**Problem:** All lines in the records below with the word "main" must be returned.

****************

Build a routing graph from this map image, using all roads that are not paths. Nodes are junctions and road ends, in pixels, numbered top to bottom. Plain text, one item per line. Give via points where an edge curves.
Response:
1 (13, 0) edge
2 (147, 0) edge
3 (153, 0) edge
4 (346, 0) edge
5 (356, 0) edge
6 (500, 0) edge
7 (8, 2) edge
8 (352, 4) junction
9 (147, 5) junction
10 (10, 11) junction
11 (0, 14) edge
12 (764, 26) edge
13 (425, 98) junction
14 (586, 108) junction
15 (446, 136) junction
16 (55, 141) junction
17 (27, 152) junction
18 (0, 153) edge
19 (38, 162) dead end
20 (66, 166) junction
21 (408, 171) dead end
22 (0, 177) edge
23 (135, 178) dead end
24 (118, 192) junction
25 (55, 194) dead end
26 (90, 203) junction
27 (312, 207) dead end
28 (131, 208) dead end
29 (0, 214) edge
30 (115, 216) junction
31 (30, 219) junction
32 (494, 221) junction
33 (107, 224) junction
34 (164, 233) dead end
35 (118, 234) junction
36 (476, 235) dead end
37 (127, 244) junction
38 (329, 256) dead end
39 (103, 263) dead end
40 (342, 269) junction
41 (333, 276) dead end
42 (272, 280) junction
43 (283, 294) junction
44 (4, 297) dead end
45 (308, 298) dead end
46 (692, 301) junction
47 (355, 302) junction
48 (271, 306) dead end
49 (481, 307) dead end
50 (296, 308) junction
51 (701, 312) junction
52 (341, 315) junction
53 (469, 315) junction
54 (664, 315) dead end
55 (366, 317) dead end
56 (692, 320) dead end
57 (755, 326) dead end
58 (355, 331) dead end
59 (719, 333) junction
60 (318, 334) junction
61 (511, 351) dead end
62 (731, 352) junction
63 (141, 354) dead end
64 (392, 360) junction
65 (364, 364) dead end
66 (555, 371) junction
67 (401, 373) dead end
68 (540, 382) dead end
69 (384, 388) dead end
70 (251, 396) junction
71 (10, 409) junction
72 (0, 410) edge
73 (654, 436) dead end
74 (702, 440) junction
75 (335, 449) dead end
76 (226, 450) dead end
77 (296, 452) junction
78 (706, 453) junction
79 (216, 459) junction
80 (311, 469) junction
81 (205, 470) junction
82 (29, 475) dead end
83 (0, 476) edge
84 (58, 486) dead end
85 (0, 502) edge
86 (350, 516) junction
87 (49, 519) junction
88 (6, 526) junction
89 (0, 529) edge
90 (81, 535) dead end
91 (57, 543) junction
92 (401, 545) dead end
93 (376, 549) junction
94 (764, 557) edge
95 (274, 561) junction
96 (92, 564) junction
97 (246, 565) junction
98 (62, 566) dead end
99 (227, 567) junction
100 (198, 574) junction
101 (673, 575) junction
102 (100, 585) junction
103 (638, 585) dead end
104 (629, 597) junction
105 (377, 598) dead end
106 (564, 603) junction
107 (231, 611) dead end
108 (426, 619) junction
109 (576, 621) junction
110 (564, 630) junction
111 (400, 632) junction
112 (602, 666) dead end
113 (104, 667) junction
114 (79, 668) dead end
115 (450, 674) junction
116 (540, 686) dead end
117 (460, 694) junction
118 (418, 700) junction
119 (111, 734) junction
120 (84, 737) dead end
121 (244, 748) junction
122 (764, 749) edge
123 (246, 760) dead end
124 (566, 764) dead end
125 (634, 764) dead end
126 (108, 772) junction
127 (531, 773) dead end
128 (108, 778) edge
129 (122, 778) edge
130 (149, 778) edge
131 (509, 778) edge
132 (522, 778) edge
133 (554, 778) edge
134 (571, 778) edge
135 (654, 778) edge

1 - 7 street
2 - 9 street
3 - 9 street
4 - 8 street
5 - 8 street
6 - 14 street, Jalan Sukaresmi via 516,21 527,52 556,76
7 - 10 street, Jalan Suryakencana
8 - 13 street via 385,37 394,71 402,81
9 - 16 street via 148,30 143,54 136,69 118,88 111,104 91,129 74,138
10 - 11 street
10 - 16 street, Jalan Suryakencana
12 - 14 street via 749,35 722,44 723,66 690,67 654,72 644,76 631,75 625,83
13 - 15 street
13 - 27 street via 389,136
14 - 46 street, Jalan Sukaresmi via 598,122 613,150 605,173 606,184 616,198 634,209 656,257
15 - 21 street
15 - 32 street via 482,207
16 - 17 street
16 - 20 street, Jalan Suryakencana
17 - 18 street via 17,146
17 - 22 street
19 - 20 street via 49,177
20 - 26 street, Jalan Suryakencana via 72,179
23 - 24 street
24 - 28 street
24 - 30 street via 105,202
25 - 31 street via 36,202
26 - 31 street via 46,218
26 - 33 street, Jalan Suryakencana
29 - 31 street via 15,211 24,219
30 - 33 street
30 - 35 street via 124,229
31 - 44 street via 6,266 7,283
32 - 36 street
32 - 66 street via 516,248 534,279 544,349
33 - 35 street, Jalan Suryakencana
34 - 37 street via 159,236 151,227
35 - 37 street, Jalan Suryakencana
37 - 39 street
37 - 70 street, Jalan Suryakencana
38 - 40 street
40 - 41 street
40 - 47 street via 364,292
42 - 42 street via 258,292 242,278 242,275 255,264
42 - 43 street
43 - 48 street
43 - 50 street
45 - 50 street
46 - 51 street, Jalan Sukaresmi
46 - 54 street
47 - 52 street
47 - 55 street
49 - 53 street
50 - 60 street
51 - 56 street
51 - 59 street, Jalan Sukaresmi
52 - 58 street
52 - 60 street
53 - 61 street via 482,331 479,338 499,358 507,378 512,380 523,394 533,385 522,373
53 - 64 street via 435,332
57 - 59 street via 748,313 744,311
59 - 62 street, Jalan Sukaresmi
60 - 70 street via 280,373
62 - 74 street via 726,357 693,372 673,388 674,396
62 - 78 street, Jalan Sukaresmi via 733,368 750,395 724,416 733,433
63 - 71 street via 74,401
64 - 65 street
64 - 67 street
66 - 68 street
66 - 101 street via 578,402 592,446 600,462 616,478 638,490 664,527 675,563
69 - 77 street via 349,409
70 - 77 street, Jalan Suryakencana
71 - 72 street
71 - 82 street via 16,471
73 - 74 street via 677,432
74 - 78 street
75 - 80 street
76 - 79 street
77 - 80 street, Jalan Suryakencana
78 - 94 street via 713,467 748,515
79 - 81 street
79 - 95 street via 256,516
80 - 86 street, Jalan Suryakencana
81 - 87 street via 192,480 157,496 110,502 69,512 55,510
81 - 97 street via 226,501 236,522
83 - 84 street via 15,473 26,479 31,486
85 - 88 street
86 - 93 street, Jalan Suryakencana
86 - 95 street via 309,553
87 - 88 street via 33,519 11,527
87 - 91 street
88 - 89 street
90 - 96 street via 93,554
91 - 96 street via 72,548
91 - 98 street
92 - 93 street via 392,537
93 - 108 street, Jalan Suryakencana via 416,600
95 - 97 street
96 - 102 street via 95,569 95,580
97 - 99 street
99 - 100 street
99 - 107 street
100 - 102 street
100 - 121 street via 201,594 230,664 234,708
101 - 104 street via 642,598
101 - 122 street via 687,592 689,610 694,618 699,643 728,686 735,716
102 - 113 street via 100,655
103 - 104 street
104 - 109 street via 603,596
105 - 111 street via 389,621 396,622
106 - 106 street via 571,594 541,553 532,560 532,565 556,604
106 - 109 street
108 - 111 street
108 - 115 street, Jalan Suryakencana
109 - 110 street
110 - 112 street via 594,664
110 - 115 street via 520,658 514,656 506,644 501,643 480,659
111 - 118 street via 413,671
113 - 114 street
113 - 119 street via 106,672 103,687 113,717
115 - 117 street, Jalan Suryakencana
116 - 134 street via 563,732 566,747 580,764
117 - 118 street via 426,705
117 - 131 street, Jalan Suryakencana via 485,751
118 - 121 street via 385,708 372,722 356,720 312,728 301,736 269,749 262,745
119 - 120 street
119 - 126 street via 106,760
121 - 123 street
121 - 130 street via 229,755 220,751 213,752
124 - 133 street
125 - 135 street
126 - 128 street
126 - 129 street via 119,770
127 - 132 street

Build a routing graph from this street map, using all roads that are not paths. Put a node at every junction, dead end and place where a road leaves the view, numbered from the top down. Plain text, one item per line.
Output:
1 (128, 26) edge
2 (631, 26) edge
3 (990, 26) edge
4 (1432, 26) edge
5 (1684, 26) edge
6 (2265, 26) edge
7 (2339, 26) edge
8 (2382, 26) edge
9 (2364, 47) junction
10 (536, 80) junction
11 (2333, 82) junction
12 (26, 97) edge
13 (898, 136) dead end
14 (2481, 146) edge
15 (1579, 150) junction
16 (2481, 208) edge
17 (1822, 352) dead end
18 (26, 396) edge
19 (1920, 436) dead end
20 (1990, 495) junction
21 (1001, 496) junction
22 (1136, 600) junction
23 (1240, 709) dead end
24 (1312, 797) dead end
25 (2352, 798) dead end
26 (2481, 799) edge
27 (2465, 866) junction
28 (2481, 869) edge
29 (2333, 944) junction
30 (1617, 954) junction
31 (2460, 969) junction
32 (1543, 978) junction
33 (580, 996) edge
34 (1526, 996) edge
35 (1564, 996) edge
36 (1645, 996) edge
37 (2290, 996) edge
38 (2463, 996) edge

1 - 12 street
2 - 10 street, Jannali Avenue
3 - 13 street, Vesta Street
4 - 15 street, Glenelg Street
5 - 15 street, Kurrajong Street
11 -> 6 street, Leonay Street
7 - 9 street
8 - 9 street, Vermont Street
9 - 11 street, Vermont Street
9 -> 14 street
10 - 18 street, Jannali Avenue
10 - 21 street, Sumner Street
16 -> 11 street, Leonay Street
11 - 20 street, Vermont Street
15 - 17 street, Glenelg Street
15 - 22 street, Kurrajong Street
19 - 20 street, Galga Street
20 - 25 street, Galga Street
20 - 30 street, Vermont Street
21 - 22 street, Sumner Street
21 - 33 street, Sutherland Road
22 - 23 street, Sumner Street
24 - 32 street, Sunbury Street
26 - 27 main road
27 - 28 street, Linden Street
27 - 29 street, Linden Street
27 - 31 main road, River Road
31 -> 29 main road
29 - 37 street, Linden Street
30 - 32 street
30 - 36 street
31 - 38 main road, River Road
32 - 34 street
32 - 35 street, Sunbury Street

****************

**Result:**
26 - 27 main road
27 - 31 main road, River Road
31 -> 29 main road
31 - 38 main road, River Road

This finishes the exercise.